Personal information
- Born: 14 December 2000 (age 25) Adelaide, South Australia
- Batting: Right-handed
- Bowling: Right-arm medium
- Role: All-rounder
- Relations: Thomas Kelly (twin brother)

Domestic team information
- 2020/21–2021/22: South Australia (squad no. 42)
- Only List A: 2 March 2021 SA v WA

Career statistics
| Competition | LA |
| Matches | 6 |
| Runs scored | 81 |
| Batting average | 13.50 |
| 100s/50s | 0/0 |
| Top score | 27 |
| Balls bowled | 204 |
| Wickets | 2 |
| Bowling average | 107.00 |
| 5 wickets in innings | 0 |
| 10 wickets in match | 0 |
| Best bowling | 1/63 |
| Catches/stumpings | 1/- |
- Source: ESPNCricinfo, 14 May 2022

= Corey Kelly =

Australian cricketer

Corey Kelly (born 14 December 2000) is an Australian cricketer. He made his List A debut for South Australia against Western Australia on 2 March 2021 as part of the 2020-21 Marsh One-Day Cup.

==Personal life==
Corey Kelly was born on 14 December 2000 in the southern suburbs of Adelaide, South Australia, to Matthew Kelly, a member of the original Adelaide Crows squad for the Australian Football League, and Tina. He is the identical twin brother of fellow cricketer Thomas Kelly, and was born two minutes earlier; they have a younger sister, Lucy. Kelly grew up in a sports-focused family influenced by his father's AFL career. The twins played over 100 games of Australian rules football with Mitcham Hawks Football Club and Norwood Football Club before shifting their focus to cricket, which the elder Kelly had also played.

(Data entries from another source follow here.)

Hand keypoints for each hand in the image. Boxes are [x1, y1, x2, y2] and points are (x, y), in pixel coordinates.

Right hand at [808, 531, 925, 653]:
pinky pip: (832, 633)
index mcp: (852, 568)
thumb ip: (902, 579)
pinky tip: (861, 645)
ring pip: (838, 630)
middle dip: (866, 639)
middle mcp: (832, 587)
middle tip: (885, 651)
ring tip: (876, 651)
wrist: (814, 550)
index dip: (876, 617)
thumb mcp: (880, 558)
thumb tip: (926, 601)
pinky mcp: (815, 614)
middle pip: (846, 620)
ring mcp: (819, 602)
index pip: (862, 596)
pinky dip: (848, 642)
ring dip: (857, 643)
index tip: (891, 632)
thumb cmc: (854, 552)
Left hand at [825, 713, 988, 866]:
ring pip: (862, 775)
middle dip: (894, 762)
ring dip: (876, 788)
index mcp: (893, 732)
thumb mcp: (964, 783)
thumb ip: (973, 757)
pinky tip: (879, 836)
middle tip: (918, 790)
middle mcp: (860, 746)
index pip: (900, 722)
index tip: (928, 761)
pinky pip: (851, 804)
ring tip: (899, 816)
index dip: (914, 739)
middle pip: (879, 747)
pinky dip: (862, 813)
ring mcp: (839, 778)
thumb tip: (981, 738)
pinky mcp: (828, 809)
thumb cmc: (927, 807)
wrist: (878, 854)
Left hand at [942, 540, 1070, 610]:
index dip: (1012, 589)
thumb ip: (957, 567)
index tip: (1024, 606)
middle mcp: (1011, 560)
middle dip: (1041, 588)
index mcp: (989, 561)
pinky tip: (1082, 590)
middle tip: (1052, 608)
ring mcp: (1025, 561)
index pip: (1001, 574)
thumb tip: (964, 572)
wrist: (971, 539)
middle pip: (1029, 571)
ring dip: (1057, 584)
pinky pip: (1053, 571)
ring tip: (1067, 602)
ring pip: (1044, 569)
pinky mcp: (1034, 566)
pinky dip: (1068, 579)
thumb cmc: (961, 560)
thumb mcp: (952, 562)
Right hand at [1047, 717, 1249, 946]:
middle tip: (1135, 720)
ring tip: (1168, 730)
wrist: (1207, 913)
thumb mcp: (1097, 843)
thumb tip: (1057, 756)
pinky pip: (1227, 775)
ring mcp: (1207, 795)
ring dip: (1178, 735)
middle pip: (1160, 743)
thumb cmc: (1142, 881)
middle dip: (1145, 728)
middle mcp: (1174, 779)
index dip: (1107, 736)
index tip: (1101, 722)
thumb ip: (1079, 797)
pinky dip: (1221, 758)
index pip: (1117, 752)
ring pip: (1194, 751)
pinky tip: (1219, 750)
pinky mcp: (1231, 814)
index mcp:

Kelly has lived for significant periods in the Top End, the far northern region of Australia's Northern Territory; he states an affinity for the region and its lifestyle, being an avid fan of fishing, camping, and outdoors pursuits. He is recognized in the cricket world for his distinctive mullet hairstyle, which was patterned off the dreadlocks of Andrew Symonds and the mullets of Aaron Naughton and Jason Gillespie. The twins state the hairstyle was grown in part to prevent them from being mistaken for one another.

==Career==
The Kelly brothers began playing cricket at the school level. Before the age of fifteen, Corey was predominantly a batter and Thomas predominantly a bowler; they switched roles after discovering each had a greater affinity for the opposite position. Corey Kelly was selected to appear on Australia's team for the 2020 Under-19 Cricket World Cup in South Africa, while his brother narrowly missed out on being placed on the team. Kelly became a member of the Southern Districts Cricket Club, with which he played multiple games in Darwin.

At the age of 20, the Kelly brothers were signed to the West End Redbacks, South Australia's professional first class cricket team. They became the first twins to play cricket together for South Australia. They played their debut game for the Redbacks in November 2021. Corey and Thomas Kelly are the first identical twins to play first class cricket on the same team in Australia since Kate and Alex Blackwell.